Valerie Amos’ announcement resignation last week from OCHA has sparked the search process for another UK national to head the humanitarian agency, and raised more than a few questions about appointment by the Secretary General.
The head of OCHA is one of several top posts which, since 2007 at least, has been a political appointee reserved for one of the permanent five Security Council members. Despite calls for an open process from other (read: non-P5) governments following Amos’ announcement, the post will remain reserved for a Brit. The UK had typically held the Department of Political Affairs, but Ban Ki Moon instead appointed an American to that post – reportedly as payback for their support of his candidacy. Ban instead appointed former British diplomat John Holmes to head OCHA. Holmes was succeeded in 2010 by Valerie Amos, who has served as international development secretary in the British government since 2003.
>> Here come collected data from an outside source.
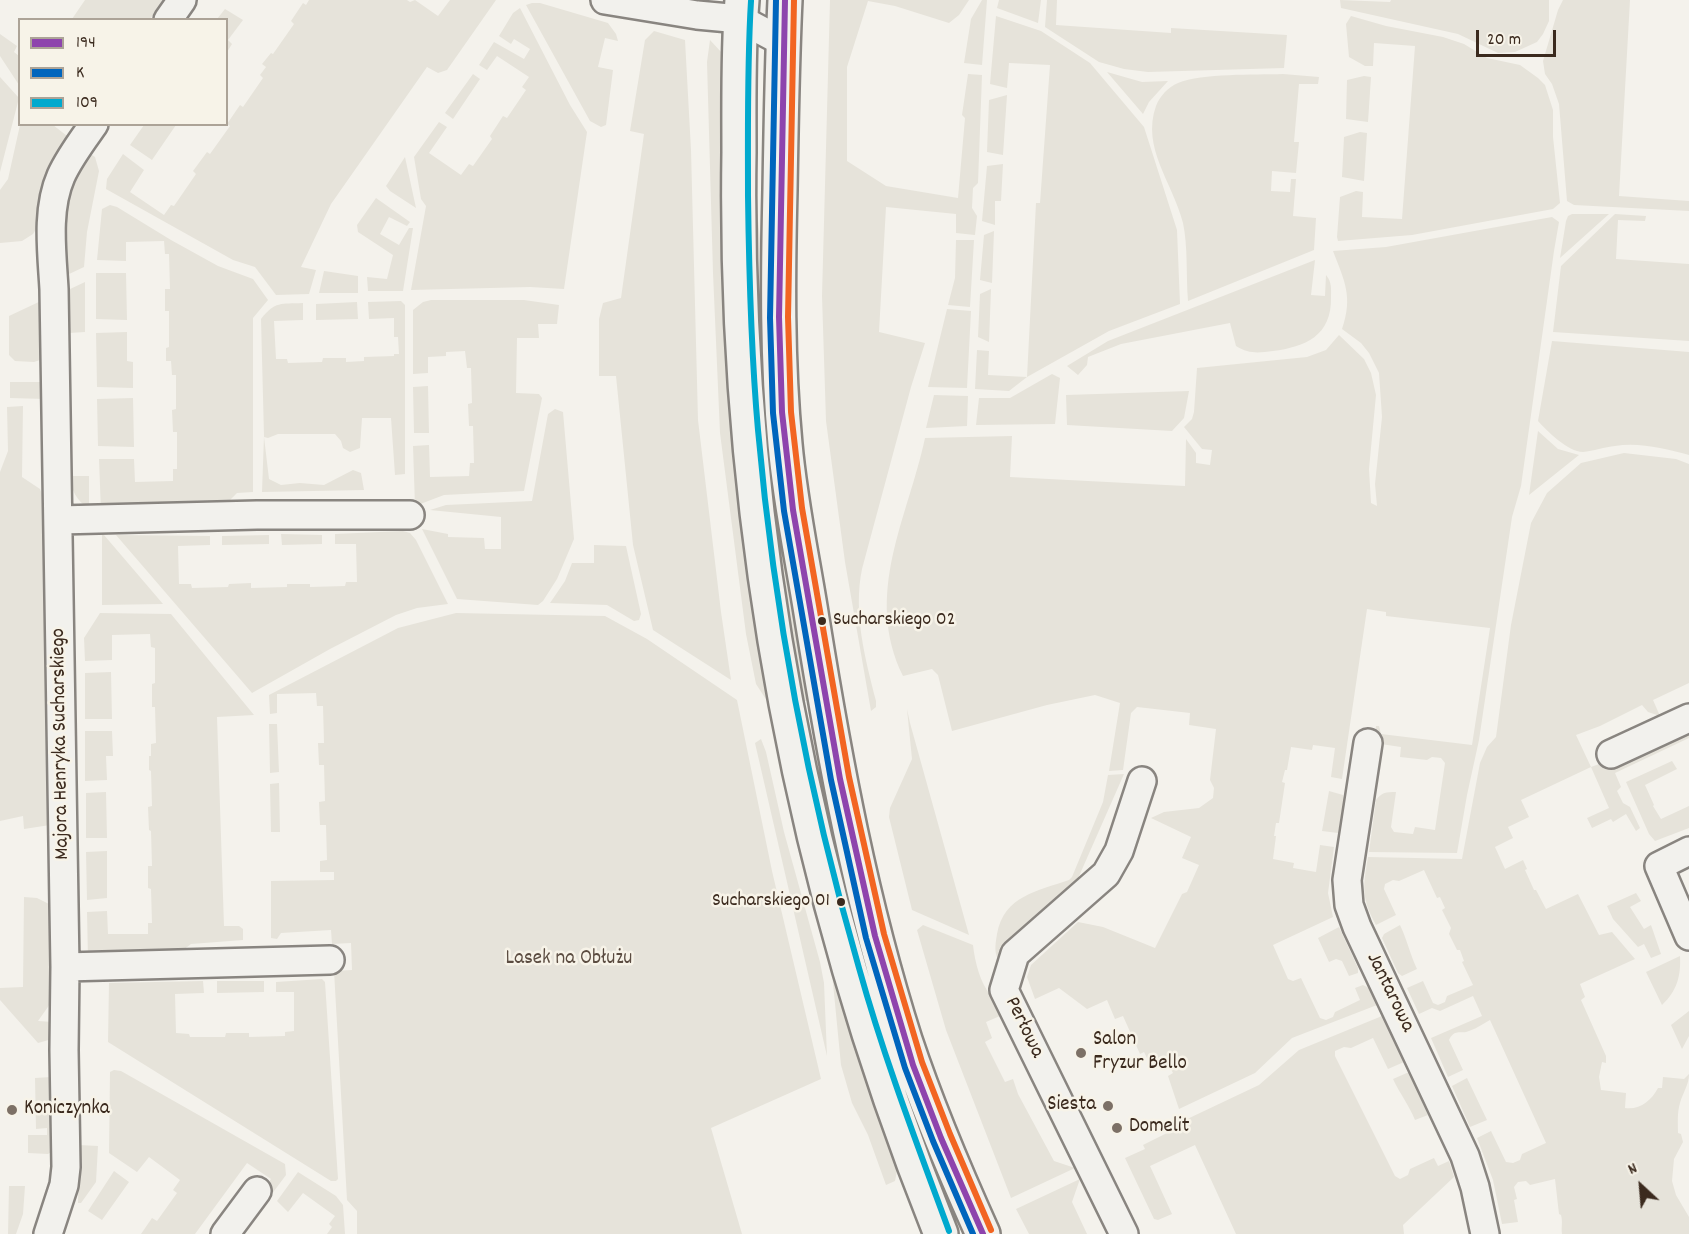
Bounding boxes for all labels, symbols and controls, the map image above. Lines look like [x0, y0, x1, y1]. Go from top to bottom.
legend [18, 18, 228, 126]
scale bar [1479, 18, 1558, 56]
text: 20 m [1487, 28, 1521, 53]
text: 194 [76, 31, 96, 56]
text: K [76, 61, 84, 86]
text: 109 [76, 91, 98, 116]
place label: Sucharskiego 02 [833, 609, 955, 633]
marker: Sucharskiego 02 [816, 615, 828, 627]
street label: Majora Henryka Sucharskiego [47, 628, 77, 860]
place label: Sucharskiego 01 [712, 890, 830, 914]
marker: Sucharskiego 01 [835, 896, 847, 908]
park label: Lasek na Obłużu [506, 947, 632, 973]
street label: Jantarowa [1359, 949, 1419, 1037]
street label: Perłowa [998, 993, 1048, 1063]
place label: Salon Fryzur Bello [1093, 1028, 1187, 1078]
marker: Salon Fryzur Bello [1074, 1046, 1088, 1060]
place label: Siesta [1047, 1093, 1096, 1119]
place label: Koniczynka [24, 1097, 110, 1123]
marker: Siesta [1101, 1099, 1115, 1113]
marker: Koniczynka [5, 1103, 19, 1117]
place label: Domelit [1129, 1115, 1189, 1141]
marker: Domelit [1110, 1121, 1124, 1135]
north arrow [1611, 1156, 1671, 1216]
text: N [1624, 1157, 1641, 1181]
What is intriguing election and appointment observers is speculation that Amos’ resignation was decided not from within OCHA or the Secretariat, but from 10 Downing Street. Despite the kudos she’s received for her response to several high-profile crises, reports suggest that Prime Minister David Cameron wants to replace her with Andrew Lansley, a conservative political ally. Lansley has no background in development or humanitarian aid and is best known for the highly criticized UK health program reforms. Many observers consider the nomination a “joke” and an “appalling” idea.
— Tom Murphy (@viewfromthecave) December 1, 2014
Cameron is reported to have discussed Lansley with Ban during the G20 summit in Brisbane, over a week before Amos announced her resignation to her own staff. Ban is apparently unwilling to accept a single nominee however, and had requested from Cameron at least two other names for consideration as he did in 2010. Reportedly, Cameron has refused this request and is sticking to Lansley as the only nominee.
If a member state—even one of the P5—can dictate the resignation of a member of the Secretary General’s cabinet without cause — and that person’s replacement — it significantly undermines the sworn political independence and impartiality of those persons as well as the authority of the Secretary General. Sadly, it also reflects the transparently politicized approach that Ban has followed throughout his administration, including appointing Amos in the first place. Her appointment in 2010 was criticized by major humanitarian groups as being more political rather “meritocratic,” a view echoed by others.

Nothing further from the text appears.